[Extracted data entries]

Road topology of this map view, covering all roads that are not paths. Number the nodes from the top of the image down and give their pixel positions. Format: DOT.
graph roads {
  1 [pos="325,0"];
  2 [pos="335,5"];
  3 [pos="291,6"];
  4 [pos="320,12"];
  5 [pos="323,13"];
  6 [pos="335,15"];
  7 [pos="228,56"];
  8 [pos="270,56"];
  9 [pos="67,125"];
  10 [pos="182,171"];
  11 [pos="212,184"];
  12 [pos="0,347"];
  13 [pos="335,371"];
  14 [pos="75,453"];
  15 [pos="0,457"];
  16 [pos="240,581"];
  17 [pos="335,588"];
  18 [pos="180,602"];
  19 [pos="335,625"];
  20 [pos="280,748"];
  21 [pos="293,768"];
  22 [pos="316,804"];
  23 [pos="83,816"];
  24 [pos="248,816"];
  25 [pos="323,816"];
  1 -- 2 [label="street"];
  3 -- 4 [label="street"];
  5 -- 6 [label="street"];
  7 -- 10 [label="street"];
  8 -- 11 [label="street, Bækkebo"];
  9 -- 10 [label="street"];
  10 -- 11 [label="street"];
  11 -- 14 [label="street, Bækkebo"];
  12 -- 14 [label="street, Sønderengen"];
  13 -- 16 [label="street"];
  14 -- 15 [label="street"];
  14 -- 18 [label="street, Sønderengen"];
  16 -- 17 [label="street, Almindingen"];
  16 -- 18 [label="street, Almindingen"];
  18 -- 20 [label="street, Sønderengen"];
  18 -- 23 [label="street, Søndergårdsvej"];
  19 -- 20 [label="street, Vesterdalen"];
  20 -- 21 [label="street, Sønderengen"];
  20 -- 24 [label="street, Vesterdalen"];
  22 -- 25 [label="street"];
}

* **What to work on**
Transcribe all of the entries without alteration.

* **Answer space**
Road topology of this map view, covering all roads that are not paths. Number the nodes from the top of the image down and give their pixel positions. Format: DOT.
graph roads {
  1 [pos="325,0"];
  2 [pos="335,5"];
  3 [pos="291,6"];
  4 [pos="320,12"];
  5 [pos="323,13"];
  6 [pos="335,15"];
  7 [pos="228,56"];
  8 [pos="270,56"];
  9 [pos="67,125"];
  10 [pos="182,171"];
  11 [pos="212,184"];
  12 [pos="0,347"];
  13 [pos="335,371"];
  14 [pos="75,453"];
  15 [pos="0,457"];
  16 [pos="240,581"];
  17 [pos="335,588"];
  18 [pos="180,602"];
  19 [pos="335,625"];
  20 [pos="280,748"];
  21 [pos="293,768"];
  22 [pos="316,804"];
  23 [pos="83,816"];
  24 [pos="248,816"];
  25 [pos="323,816"];
  1 -- 2 [label="street"];
  3 -- 4 [label="street"];
  5 -- 6 [label="street"];
  7 -- 10 [label="street"];
  8 -- 11 [label="street, Bækkebo"];
  9 -- 10 [label="street"];
  10 -- 11 [label="street"];
  11 -- 14 [label="street, Bækkebo"];
  12 -- 14 [label="street, Sønderengen"];
  13 -- 16 [label="street"];
  14 -- 15 [label="street"];
  14 -- 18 [label="street, Sønderengen"];
  16 -- 17 [label="street, Almindingen"];
  16 -- 18 [label="street, Almindingen"];
  18 -- 20 [label="street, Sønderengen"];
  18 -- 23 [label="street, Søndergårdsvej"];
  19 -- 20 [label="street, Vesterdalen"];
  20 -- 21 [label="street, Sønderengen"];
  20 -- 24 [label="street, Vesterdalen"];
  22 -- 25 [label="street"];
}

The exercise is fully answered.